**Work instructions:** For this exercise, print all of the data exactly as given.

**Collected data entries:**
:::

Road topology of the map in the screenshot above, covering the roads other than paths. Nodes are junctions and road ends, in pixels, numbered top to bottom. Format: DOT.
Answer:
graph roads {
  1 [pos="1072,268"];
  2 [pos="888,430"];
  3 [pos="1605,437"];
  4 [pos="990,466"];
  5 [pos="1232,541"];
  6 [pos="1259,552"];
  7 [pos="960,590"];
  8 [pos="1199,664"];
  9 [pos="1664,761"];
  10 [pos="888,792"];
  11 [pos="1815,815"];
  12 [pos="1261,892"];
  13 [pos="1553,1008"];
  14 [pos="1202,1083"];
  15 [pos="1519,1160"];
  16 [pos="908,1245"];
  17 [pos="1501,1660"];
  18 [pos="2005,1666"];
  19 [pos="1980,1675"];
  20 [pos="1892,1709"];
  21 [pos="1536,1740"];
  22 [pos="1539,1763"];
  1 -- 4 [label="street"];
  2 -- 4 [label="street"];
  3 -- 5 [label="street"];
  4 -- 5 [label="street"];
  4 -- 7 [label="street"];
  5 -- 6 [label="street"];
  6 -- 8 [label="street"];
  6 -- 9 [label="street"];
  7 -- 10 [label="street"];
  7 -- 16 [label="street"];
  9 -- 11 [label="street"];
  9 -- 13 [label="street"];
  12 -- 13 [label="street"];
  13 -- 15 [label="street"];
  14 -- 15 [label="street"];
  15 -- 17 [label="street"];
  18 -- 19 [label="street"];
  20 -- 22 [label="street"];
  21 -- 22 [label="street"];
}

:::

**Answer to this exercise:**
Road topology of the map in the screenshot above, covering the roads other than paths. Nodes are junctions and road ends, in pixels, numbered top to bottom. Format: DOT.
Answer:
graph roads {
  1 [pos="1072,268"];
  2 [pos="888,430"];
  3 [pos="1605,437"];
  4 [pos="990,466"];
  5 [pos="1232,541"];
  6 [pos="1259,552"];
  7 [pos="960,590"];
  8 [pos="1199,664"];
  9 [pos="1664,761"];
  10 [pos="888,792"];
  11 [pos="1815,815"];
  12 [pos="1261,892"];
  13 [pos="1553,1008"];
  14 [pos="1202,1083"];
  15 [pos="1519,1160"];
  16 [pos="908,1245"];
  17 [pos="1501,1660"];
  18 [pos="2005,1666"];
  19 [pos="1980,1675"];
  20 [pos="1892,1709"];
  21 [pos="1536,1740"];
  22 [pos="1539,1763"];
  1 -- 4 [label="street"];
  2 -- 4 [label="street"];
  3 -- 5 [label="street"];
  4 -- 5 [label="street"];
  4 -- 7 [label="street"];
  5 -- 6 [label="street"];
  6 -- 8 [label="street"];
  6 -- 9 [label="street"];
  7 -- 10 [label="street"];
  7 -- 16 [label="street"];
  9 -- 11 [label="street"];
  9 -- 13 [label="street"];
  12 -- 13 [label="street"];
  13 -- 15 [label="street"];
  14 -- 15 [label="street"];
  15 -- 17 [label="street"];
  18 -- 19 [label="street"];
  20 -- 22 [label="street"];
  21 -- 22 [label="street"];
}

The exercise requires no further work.